DÖNITZ: If merchant ships...

SIR DAVID MAXWELL-FYFE: Just answer the question.

DÖNITZ: If a merchant ship acts like a merchant ship, it is treated as such. If it does not, then the submarine must proceed to attack. That is legal and in accordance with international law. The same thing happened to the crews of German merchant ships.

SIR DAVID MAXWELL-FYFE: That isn’t what I asked you. I wanted to know, because it is important on some of these points: Did it ever occur to you, did you ever consider, that you were going to cause either death or terrible suffering to the crews of merchant ships who were sunk without warning?

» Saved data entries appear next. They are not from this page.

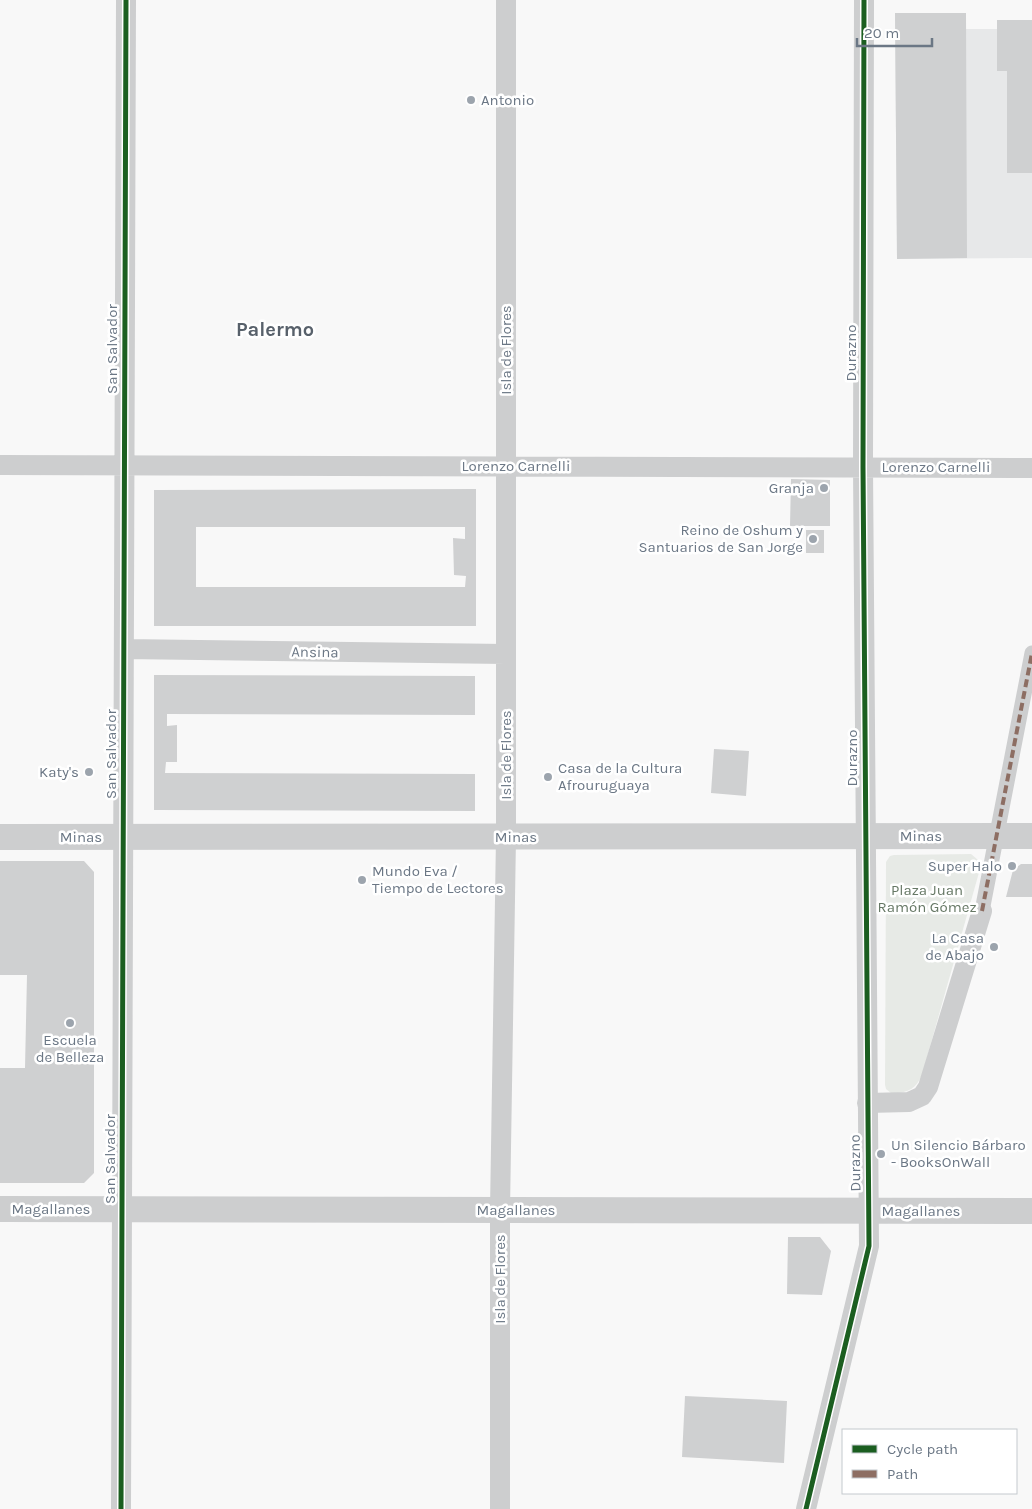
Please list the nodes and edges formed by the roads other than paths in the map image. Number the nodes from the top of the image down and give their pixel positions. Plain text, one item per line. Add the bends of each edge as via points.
1 (126, 0) edge
2 (506, 0) edge
3 (864, 0) edge
4 (0, 465) edge
5 (124, 466) junction
6 (506, 466) junction
7 (863, 467) junction
8 (1032, 468) edge
9 (124, 649) junction
10 (506, 654) junction
11 (1032, 654) edge
12 (996, 836) junction
13 (1032, 836) edge
14 (123, 837) junction
15 (506, 837) junction
16 (865, 837) junction
17 (0, 838) edge
18 (982, 911) joint
19 (867, 1103) junction
20 (122, 1209) junction
21 (0, 1210) edge
22 (500, 1210) junction
23 (868, 1211) junction
24 (1032, 1211) edge
25 (121, 1509) edge
26 (500, 1509) edge
27 (806, 1509) edge

1 - 5 street, San Salvador
2 - 6 street, Isla de Flores
3 - 7 street, Durazno
4 - 5 street, Lorenzo Carnelli
5 - 6 street, Lorenzo Carnelli
5 - 9 street, San Salvador
6 - 7 street, Lorenzo Carnelli
6 - 10 street, Isla de Flores
7 - 8 street, Lorenzo Carnelli
7 - 16 street, Durazno
9 - 10 street, Ansina
9 - 14 street, San Salvador
10 - 15 street, Isla de Flores
11 - 12 street
12 - 13 street, Minas
12 - 16 street, Minas
12 - 18 street
14 - 15 street, Minas
14 - 17 street, Minas
14 - 20 street, San Salvador
15 - 16 street, Minas
15 - 22 street, Isla de Flores
16 - 19 street, Durazno
18 - 19 street via 928,1087 922,1096 909,1102
19 - 23 street, Durazno
20 - 21 street, Magallanes
20 - 22 street, Magallanes
20 - 25 street, San Salvador
22 - 23 street, Magallanes
22 - 26 street, Isla de Flores
23 - 24 street, Magallanes
23 - 27 street, Durazno via 869,1246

Just tell us, did it occur to you or didn’t it?

DÖNITZ: Of course; but if a merchant ship is sunk legally, that is just war, and there is suffering in other places, too, during the war.

SIR DAVID MAXWELL-FYFE: Do you view with pride of achievement the fact that 35,000 British merchant seamen lost their lives during the war? Do you view it as a proud achievement or do you view it with regret?

DÖNITZ: Men are killed during wars and no one is proud of it. That is badly expressed. It is a necessity, the harsh necessity of war.

SIR DAVID MAXWELL-FYFE: Well, now, just look at Page 29 in the English document book, or Page 58 in the German, whichever you care to look at. It is Document Number C-191, Exhibit GB-193. This is 22 September, 19 days after the beginning of the war.

“Flag Officer, U-boats, intends to give permission to U-boats to sink without warning any vessel sailing without lights.